Les livres et moi, mes coups de coeur, mes découvertes, mes créations ou mes voyages : intellectuels, spirituels, botaniques ou culinaires...
On fait semblant d'être grand. Et, dans le meilleur des cas, je crois, on fera semblant toute sa vie.
C'est sûrement cela que ma grand-mère appelle grandir : monter un peu dans l'air et se voir enfin.
Je sais que pour une seule enfance intacte, un jardin suspendu comme le mien, il y en a des dizaines qui tombent en éboulis vers la plaine ou sont mangés par le désert. Je regarde passer ces jardins assiégés, dévastés, qui promènent leurs yeux grands ouverts.
Alors je me demande qui a veillé pour moi sur les frontières du haut plateau de l'enfance...
L'auteur nous embarque dans son univers, espérant retrouver la trace du territoire de son enfance. Au passage ce sont certains de ses souvenirs qui vont bien entendu revenir à la surface comme ces dimanches de pique-nique en famille, ses jeux avec sa fratrie ou ses cousins, l'arrivée sur le lieu de vacances et le jour où pour la première fois, une faille est apparu dans son monde d'enfant...

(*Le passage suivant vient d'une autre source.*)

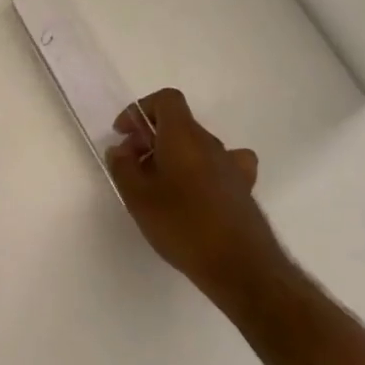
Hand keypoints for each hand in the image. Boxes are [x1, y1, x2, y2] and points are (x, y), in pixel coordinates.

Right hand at [106, 88, 284, 306]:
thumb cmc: (182, 224)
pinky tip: (194, 192)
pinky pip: (219, 166)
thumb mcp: (137, 197)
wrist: (239, 265)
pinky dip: (202, 170)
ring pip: (196, 145)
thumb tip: (121, 149)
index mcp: (183, 136)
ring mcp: (231, 165)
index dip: (141, 110)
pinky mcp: (242, 188)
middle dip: (151, 137)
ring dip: (173, 155)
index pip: (166, 100)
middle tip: (132, 165)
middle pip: (179, 123)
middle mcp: (210, 143)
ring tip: (158, 184)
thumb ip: (123, 167)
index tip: (125, 135)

L'enfance est là, en effet, jusqu'à ce que son grand-père lui demande d'écrire un petit mot, un poème, quelques lignes pour son ami d'enfance à lui, Coco, qu'il n'a pas revu depuis des années...et qui va avoir 80 ans, prétextant qu'il ne peut plus écrire à présent.
C'est pour retrouver ce poème au milieu des papiers de famille que l'auteur décide des années après d'escalader le mur de la vieille maison de famille... il espère revivre ce moment où son enfance a glissé vers le monde des adultes.
- Le problème, dit-il soudain, c'est que je ne peux plus rien écrire.
J'ai essayé de sourire. Je connaissais la plume de mon grand-père, la musique de sa langue. La parole était son trésor de toujours. Il avait le génie des mots vibrants, il était orateur, clown à l'occasion, romantique ou prédicateur selon les jours. Il faisait mécaniquement des vers sans s'en rendre compte, et son unique héros s'appelait Cyrano.
Un petit livre très poétique, tendre, et plein de douceur, d'une centaine de pages à peine qui se lit dans un souffle et nous invite à revisiter notre propre enfance.
Encore faut-il accepter de repartir nous-même dans nos propres souvenirs et ces moments qui aujourd'hui parfois nous procurent autant de douleur que de joies...
Quelle part de notre enfance laissons-nous vivre en nous ?
Et le reste qu'en avons-nous fait, qu'avons nous fait de l'enfant perdu ?
Ceci explique sans doute que ce petit livre attire autant de critiques positives que négatives.
Il faut dire aussi que l'auteur nous décrit une enfance idéale et idéalisée comme si tous les mauvais moments en avaient été effacés.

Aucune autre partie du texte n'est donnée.